My issue is with the OS. It still is a big phone, without the phone functionalities then… probably to avoid situations like this to happen. Now a mobile phone typically is a very personal piece of technology. You don’t just hand to someone else to toy with it, it’s yours and personal. And that’s where the problem lies, for me the iPad isn’t personal. Not like the iPhone (or any other mobile phone for that matter). My wife and I both have our own mobiles but it’s rather unlikely that I we will get a second iPad, we both use it. But since it’s built on a mobile OS, it’s not really built for multiple users. There’s no need for that on a phone but it means that on the iPad there’s a primary user next to other people that can also use it. But not in the same way.

Still don’t see the problem? I really enjoy Flipboard, so does my wife. But it’s logged in with my Twitter/Facebook accounts so she cannot really enjoy that part. I could add her email account(s) to the iPad but then those would be visible to both of us, that’s not really what you want. And we try and beat each other on playing Mahjong but since there’s only one high score, it impossible to tell (remember) who it was from. It would enable me to personalize the iPad for the kids when they use it as well. With us, the iPad is typically lying around in the living room for anyone in the family to use when they feel like it. But since I’m the primary user (and the geek – yes, that too) it’s mainly setup towards my needs. I find that a missed opportunity.

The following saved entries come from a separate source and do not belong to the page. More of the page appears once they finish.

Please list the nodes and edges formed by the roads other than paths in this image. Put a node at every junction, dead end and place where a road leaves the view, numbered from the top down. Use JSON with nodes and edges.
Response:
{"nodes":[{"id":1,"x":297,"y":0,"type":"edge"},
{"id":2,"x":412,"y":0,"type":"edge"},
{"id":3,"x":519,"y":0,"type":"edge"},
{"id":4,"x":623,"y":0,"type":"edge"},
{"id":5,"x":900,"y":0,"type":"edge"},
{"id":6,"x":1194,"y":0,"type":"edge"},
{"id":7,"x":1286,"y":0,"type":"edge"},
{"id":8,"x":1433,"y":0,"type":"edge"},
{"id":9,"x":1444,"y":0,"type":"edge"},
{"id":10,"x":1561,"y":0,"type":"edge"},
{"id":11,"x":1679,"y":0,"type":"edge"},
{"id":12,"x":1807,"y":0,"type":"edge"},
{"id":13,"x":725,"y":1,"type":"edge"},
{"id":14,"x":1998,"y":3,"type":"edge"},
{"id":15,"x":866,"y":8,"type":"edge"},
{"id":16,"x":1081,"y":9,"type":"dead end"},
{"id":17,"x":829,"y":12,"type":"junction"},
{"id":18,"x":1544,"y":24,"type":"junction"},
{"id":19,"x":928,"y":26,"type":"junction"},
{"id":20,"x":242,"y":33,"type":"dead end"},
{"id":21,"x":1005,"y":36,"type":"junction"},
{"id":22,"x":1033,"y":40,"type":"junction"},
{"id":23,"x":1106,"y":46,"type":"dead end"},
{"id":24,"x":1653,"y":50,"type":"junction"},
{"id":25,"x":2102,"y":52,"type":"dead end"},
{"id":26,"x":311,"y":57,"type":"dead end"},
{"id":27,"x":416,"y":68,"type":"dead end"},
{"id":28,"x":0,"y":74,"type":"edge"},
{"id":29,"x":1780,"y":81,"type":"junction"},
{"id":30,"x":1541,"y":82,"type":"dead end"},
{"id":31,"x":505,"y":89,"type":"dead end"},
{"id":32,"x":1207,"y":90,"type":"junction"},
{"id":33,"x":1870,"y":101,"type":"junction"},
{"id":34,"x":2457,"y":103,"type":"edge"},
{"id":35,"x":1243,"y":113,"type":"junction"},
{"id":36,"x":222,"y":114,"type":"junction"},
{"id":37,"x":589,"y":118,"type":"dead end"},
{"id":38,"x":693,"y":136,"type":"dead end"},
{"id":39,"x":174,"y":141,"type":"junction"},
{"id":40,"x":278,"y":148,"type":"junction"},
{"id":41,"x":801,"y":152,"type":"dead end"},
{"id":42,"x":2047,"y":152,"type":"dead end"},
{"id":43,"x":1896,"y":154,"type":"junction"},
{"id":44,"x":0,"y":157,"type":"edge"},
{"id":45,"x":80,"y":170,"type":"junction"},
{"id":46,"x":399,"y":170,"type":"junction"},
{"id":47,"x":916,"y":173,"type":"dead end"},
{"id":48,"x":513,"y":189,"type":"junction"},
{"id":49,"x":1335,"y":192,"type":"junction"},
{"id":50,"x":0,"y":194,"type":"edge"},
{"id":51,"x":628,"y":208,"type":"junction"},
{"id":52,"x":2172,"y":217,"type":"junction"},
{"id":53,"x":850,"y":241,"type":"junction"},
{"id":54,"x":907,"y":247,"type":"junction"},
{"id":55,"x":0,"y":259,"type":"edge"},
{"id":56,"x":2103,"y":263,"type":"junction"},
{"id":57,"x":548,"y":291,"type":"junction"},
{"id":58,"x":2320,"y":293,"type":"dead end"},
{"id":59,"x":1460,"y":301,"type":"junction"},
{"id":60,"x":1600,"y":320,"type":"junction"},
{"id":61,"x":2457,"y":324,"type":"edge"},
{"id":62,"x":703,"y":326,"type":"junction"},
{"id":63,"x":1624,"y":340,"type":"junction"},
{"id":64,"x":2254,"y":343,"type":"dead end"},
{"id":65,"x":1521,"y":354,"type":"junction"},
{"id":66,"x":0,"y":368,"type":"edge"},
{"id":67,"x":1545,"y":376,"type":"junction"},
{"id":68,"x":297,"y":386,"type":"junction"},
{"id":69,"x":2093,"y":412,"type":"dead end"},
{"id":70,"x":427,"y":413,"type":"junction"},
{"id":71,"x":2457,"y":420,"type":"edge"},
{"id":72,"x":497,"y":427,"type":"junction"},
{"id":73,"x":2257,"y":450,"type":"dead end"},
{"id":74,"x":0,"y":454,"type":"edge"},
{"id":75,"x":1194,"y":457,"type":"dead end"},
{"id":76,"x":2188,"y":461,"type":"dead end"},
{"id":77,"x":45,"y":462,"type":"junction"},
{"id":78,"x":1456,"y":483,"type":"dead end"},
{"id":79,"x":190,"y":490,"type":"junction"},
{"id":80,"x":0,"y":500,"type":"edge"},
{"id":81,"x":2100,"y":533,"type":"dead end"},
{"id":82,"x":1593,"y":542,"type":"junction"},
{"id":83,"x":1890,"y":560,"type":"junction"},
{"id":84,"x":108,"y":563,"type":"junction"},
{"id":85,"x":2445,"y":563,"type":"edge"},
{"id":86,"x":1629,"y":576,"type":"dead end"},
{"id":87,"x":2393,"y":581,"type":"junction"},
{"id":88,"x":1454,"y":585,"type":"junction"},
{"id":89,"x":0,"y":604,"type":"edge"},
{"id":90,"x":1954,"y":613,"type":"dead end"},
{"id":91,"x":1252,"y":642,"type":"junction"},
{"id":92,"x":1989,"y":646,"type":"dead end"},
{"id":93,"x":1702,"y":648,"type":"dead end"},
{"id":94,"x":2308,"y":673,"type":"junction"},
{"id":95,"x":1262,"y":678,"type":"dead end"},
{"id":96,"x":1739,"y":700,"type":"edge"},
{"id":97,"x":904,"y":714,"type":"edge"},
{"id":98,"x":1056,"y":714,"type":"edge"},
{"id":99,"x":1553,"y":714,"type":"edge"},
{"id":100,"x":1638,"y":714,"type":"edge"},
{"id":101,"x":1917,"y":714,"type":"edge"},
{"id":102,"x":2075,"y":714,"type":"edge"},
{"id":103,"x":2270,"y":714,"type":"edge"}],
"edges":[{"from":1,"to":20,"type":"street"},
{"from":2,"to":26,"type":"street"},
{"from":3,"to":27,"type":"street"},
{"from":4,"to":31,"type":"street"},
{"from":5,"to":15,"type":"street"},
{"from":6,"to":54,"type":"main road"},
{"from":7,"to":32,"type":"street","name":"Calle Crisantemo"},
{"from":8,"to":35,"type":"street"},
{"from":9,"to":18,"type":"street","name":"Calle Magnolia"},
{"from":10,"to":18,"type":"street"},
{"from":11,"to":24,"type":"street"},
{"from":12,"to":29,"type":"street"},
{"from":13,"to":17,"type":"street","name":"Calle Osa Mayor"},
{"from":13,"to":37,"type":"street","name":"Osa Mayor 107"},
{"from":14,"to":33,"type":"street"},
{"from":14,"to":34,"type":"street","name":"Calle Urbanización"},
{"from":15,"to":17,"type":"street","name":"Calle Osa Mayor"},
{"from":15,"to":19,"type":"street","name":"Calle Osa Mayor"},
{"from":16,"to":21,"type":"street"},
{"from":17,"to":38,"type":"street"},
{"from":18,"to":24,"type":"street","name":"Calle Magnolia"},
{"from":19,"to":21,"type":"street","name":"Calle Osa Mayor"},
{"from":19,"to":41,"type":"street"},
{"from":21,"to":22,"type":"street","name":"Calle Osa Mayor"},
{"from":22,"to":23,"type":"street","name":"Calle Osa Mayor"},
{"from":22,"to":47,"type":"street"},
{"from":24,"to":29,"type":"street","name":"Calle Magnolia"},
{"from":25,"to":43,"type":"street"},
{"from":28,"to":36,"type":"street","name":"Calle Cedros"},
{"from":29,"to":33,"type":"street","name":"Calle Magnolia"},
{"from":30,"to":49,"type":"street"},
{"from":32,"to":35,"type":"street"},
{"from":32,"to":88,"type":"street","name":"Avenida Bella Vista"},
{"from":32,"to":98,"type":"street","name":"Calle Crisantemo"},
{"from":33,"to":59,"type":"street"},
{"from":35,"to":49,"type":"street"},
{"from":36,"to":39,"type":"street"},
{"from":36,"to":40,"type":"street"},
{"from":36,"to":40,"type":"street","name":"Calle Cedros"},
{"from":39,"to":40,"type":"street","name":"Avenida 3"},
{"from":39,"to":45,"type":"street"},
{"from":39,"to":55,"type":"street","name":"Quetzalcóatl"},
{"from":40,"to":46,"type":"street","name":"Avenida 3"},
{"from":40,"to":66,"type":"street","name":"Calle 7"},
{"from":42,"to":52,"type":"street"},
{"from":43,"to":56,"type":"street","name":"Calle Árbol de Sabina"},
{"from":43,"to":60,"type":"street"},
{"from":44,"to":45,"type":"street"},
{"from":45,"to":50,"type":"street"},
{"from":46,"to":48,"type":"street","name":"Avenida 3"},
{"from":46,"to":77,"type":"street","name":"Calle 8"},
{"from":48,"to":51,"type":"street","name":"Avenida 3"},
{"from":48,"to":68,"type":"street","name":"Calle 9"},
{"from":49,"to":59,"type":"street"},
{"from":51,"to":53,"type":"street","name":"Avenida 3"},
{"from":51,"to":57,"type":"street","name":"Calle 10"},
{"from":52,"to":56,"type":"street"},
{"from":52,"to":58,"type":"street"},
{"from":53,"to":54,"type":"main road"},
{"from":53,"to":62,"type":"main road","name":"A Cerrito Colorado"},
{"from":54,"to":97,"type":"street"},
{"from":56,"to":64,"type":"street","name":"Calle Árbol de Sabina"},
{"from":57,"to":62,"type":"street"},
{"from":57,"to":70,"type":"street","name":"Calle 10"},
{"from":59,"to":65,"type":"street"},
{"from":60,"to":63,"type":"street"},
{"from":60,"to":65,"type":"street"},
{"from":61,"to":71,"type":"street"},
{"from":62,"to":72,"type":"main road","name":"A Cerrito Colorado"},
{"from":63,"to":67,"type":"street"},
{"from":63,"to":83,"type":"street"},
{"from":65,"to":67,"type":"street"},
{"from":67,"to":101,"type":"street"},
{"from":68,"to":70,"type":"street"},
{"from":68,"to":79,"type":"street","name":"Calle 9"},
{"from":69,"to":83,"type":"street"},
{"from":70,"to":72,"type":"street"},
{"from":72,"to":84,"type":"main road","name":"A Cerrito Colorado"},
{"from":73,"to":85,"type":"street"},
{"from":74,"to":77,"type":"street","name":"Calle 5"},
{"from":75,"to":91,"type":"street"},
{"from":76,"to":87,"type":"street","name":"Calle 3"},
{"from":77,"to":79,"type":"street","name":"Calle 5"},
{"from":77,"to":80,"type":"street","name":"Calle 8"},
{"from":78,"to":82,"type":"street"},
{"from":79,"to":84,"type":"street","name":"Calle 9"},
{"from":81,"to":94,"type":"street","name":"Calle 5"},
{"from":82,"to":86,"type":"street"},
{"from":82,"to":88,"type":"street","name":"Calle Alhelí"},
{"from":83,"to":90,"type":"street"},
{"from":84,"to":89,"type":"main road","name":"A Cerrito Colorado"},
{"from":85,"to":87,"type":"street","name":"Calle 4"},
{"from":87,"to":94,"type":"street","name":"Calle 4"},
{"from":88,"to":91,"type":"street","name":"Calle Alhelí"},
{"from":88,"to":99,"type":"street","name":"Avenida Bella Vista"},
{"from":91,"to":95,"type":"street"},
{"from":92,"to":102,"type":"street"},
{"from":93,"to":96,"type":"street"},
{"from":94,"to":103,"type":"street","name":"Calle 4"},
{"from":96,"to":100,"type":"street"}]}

It would be great to see the iOS for iPad change in a way you can have a user login upfront, similar to what we are used to on our PCs/Macs. Or the possibility to switch between users, all to get a more personal experience on a multi-user/shared device. I’m afraid that is not going to happen (soon) so maybe in that case it’s worth asking the developers of Flipboard, Reeder, Mahjong, … to implement the possibility to switch between users in the app itself. Less ideal, but it would still solve my issue with the iPad.